Univariate Time Series

This article introduces a background of a univariate time series model including how to handle trend and seasonality in theory. A quick hyperparameter selection using ACF and PACF is also provided.

Univariate Time Series

Autocovariance and Autocorrelation

Autocovariance or $\gamma_t$

\[\gamma_t = cov(Y_s, Y_{s+t}) = \mathbb{E}[(Y_s - \mu_s)(Y_{s+t} - \mu_{s+t})]\]

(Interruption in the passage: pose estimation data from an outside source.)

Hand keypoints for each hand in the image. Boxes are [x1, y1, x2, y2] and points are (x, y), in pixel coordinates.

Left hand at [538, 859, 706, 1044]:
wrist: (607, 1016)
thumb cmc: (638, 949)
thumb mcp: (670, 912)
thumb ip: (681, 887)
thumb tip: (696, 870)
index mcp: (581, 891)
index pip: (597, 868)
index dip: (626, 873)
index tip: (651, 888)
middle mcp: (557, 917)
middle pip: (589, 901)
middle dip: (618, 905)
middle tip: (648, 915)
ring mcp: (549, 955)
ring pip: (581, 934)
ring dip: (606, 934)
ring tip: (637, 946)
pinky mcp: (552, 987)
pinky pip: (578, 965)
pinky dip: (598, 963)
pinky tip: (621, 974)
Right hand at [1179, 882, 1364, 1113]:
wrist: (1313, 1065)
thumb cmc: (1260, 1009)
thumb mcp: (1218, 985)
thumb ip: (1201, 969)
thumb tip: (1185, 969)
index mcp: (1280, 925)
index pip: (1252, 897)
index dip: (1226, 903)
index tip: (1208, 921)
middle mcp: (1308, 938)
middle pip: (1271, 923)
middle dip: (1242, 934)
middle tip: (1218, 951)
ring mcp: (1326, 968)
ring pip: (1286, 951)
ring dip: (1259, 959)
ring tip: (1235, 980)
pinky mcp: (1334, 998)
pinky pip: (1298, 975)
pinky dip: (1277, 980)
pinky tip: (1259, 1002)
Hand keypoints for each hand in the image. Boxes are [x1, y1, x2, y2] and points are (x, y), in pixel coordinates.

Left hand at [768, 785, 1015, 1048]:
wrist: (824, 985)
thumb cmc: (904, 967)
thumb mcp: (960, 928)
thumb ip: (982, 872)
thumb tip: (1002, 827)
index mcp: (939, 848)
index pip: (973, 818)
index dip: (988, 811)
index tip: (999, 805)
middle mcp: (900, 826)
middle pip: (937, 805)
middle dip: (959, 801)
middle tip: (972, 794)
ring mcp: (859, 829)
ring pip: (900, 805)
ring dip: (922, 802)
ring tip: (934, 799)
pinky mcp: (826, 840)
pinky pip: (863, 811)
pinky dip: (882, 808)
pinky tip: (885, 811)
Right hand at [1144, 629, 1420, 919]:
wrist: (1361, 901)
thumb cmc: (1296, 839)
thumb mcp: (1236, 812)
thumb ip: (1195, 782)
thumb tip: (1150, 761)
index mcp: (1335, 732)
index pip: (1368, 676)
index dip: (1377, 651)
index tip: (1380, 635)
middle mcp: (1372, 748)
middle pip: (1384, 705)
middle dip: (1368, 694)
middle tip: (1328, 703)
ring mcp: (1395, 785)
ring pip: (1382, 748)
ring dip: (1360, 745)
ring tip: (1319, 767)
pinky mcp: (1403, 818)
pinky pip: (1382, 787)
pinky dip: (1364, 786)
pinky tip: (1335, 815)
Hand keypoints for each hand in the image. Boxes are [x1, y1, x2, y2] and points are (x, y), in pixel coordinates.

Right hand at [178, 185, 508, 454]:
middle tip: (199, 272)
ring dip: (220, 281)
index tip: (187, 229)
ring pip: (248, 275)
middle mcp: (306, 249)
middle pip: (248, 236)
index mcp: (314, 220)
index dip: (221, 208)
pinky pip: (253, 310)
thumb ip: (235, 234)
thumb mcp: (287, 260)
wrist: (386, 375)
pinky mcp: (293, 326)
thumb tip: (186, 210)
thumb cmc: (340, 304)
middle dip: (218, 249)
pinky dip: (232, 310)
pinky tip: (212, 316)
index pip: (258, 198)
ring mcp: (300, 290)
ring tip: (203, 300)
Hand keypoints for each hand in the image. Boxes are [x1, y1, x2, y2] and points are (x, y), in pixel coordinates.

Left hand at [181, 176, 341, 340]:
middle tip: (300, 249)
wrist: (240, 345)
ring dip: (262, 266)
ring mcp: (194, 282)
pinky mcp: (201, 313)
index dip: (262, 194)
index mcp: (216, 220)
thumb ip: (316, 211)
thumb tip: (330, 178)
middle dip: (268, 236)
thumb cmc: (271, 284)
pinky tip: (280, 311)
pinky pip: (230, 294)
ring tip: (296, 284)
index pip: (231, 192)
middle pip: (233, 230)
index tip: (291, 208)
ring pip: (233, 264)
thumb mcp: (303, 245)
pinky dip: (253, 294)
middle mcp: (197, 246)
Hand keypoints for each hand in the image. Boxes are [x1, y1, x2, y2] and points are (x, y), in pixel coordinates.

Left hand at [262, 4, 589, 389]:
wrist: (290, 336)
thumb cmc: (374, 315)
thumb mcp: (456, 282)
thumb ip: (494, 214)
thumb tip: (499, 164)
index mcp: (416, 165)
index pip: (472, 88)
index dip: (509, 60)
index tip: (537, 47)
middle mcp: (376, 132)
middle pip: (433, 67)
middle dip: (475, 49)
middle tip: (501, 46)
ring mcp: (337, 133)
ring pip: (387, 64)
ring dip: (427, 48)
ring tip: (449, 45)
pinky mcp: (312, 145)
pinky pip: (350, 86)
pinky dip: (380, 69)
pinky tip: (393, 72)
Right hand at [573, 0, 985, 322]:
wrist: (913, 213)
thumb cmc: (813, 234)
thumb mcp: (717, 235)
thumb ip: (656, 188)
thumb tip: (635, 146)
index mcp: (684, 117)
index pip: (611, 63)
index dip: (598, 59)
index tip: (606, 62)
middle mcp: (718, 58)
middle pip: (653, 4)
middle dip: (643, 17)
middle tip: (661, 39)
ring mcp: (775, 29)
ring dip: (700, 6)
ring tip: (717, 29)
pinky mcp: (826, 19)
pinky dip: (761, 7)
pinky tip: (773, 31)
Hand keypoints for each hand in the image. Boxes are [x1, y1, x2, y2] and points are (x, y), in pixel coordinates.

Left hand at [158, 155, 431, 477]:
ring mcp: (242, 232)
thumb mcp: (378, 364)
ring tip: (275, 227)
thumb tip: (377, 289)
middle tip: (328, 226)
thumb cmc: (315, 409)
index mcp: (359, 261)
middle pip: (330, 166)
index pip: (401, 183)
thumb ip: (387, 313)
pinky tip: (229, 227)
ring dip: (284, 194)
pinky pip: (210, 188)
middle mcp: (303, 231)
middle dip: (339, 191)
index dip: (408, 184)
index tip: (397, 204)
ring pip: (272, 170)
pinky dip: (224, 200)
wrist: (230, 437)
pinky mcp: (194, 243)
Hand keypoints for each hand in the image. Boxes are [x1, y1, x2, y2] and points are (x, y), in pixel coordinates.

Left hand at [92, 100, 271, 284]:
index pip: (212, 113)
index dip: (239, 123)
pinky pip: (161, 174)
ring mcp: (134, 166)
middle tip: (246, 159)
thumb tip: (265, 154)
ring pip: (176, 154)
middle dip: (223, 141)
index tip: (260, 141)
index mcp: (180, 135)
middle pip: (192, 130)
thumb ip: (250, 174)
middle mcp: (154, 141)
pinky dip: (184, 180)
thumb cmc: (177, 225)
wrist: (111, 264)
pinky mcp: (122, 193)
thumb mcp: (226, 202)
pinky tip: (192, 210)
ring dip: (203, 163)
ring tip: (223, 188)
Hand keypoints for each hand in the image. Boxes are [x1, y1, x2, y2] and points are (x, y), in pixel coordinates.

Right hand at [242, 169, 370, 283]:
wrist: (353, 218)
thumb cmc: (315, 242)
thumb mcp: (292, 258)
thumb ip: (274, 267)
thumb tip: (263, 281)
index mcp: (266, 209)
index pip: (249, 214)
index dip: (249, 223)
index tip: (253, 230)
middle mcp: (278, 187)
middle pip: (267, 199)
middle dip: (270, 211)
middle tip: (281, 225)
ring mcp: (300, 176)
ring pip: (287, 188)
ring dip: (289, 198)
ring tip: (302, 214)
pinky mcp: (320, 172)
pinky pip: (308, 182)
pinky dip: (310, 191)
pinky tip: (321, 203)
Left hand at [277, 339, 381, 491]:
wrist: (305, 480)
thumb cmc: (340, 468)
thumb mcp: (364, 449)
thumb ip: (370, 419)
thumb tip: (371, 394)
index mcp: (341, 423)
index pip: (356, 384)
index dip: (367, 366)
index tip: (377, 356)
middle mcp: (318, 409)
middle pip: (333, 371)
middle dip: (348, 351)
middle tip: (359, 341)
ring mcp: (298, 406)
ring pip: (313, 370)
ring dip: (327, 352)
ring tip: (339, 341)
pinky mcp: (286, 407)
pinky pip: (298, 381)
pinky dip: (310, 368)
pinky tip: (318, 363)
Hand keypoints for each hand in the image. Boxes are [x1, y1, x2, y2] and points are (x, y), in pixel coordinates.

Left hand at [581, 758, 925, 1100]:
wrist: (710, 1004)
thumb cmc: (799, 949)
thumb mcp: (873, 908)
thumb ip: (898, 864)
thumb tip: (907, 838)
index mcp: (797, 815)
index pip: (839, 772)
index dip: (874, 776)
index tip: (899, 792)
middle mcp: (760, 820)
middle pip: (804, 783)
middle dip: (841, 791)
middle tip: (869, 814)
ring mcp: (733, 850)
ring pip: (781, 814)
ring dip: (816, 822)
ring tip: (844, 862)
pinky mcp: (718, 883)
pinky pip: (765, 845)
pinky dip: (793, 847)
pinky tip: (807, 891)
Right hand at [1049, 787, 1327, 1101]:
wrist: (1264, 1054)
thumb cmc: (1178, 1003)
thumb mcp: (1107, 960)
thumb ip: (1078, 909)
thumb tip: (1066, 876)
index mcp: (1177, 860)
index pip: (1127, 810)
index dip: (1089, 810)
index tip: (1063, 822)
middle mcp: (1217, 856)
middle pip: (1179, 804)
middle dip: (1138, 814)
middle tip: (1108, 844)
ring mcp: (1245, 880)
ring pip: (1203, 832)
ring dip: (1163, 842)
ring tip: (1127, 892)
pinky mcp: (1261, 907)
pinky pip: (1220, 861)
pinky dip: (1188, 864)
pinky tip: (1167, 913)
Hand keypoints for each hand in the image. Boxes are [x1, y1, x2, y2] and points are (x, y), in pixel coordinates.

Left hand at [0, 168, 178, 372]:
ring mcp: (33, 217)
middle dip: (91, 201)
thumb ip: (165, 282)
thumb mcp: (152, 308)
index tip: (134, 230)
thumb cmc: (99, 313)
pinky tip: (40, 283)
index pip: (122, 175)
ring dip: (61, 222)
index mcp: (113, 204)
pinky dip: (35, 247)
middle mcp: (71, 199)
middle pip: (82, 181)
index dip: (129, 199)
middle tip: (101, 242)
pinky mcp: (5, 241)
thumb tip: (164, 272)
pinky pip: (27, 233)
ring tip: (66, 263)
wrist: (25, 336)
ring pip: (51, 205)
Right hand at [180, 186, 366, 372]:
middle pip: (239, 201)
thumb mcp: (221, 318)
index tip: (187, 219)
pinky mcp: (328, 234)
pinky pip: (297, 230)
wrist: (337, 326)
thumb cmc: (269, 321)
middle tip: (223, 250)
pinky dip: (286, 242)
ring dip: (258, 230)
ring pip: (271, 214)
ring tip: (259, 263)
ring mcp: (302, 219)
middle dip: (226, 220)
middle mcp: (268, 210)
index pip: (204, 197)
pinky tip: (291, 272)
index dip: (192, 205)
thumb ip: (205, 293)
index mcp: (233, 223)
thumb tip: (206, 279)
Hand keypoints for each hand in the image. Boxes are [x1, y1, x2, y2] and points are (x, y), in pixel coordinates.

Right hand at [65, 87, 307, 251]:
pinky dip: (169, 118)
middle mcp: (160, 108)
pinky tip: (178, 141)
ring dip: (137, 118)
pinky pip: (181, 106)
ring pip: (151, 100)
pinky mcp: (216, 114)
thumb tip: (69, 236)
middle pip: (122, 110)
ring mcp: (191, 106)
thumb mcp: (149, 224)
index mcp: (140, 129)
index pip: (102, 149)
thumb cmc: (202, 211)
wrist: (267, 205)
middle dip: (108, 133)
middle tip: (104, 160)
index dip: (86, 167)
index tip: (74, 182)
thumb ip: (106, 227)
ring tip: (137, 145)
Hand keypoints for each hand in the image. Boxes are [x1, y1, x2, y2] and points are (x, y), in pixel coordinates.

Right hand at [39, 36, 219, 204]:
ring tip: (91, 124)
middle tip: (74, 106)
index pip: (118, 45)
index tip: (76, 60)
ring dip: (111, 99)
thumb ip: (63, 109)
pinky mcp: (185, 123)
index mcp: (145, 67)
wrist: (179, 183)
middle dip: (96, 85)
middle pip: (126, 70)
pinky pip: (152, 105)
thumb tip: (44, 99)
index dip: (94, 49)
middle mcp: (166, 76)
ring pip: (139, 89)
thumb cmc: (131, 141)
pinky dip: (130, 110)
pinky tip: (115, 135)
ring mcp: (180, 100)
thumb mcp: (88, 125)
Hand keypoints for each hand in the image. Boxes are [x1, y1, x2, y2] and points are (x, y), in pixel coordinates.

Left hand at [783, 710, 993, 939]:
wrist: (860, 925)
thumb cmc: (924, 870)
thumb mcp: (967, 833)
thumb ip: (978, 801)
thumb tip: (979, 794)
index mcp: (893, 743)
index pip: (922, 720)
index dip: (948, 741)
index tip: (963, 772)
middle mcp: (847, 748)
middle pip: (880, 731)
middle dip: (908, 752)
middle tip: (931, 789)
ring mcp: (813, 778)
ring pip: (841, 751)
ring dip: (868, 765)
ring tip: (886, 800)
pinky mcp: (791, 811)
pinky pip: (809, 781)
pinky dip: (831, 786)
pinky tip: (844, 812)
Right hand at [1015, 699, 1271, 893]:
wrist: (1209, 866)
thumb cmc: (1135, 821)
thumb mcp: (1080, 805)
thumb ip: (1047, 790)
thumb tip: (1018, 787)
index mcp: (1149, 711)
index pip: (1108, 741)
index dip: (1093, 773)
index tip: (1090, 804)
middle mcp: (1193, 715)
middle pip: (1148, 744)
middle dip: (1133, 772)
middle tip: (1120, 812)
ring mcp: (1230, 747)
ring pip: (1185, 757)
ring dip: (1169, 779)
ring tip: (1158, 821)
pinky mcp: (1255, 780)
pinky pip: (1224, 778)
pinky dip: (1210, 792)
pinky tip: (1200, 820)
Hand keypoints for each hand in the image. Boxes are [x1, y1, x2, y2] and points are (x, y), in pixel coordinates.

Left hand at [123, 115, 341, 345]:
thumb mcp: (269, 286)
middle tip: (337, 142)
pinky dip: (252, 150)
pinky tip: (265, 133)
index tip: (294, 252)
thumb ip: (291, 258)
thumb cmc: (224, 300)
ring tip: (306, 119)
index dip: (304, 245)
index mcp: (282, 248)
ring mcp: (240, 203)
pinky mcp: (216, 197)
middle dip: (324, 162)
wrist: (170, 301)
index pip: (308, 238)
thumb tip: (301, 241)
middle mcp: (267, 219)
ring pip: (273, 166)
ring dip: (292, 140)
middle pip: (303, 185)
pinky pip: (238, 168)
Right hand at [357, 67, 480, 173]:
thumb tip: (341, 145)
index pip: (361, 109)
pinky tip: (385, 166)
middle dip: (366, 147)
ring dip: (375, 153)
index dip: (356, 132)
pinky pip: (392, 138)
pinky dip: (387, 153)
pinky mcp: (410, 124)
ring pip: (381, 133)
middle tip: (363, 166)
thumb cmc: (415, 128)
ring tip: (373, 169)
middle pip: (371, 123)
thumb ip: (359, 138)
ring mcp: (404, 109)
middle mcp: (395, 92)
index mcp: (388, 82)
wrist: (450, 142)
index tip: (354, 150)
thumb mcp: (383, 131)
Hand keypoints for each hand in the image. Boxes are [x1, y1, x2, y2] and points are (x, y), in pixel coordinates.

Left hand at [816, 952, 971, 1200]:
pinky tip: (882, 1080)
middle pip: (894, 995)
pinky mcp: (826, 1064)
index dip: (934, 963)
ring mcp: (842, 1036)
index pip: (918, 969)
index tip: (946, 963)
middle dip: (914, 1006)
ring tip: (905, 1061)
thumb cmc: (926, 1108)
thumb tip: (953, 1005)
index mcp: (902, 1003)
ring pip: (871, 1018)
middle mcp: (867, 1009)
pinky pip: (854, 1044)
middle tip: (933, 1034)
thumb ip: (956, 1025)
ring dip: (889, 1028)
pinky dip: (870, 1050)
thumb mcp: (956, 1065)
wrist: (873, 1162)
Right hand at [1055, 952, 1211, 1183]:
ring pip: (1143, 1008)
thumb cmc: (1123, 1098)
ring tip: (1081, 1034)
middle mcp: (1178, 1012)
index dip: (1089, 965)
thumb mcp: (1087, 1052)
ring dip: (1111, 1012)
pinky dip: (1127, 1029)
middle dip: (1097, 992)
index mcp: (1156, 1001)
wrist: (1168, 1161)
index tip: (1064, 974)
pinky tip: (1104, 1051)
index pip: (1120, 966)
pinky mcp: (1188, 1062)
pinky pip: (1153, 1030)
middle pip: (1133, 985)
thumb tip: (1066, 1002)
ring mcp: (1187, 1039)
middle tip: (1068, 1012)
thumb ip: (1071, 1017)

Autocorrelation of $\rho_t$

\[\rho_t = cor(Y_s, Y_{s+t}) = \frac{\gamma(Y_s, Y_{s+t})}{\sqrt{\gamma(Y_s, Y_s)\gamma(Y_{s+t}, Y_{s+t})}}\]

White Noise

A stochatic process ${Y}$ is called white noise if

its elements are uncorrelated
with mean $\mathbb{E}[Y] = 0$
and variance $Var(Y) = \sigma^2$ fintie.

If the process is normally distributed, it is a Gaussian White Noise.

Stationary

High-level understanding:

(Strict Stataionay) Any 2 finite subset of the stochastic process ${Y_t}$ taken from anywhere in the process must have the same distribution

(Second order (weak) stationary) Any 2 finite subset of the stochastic process ${Y_t}$ taken from anywhere in the process must have the same mean and autocovaraince i.e. mean and variance do not dpeend on time point.

title

Or see this comprehensive characteristics of stationary taken from this article title

Correlogram

Correlograms are charts that show correlations of the values between 2 points in time. There are 2 important correlagrams in working with time series analysis.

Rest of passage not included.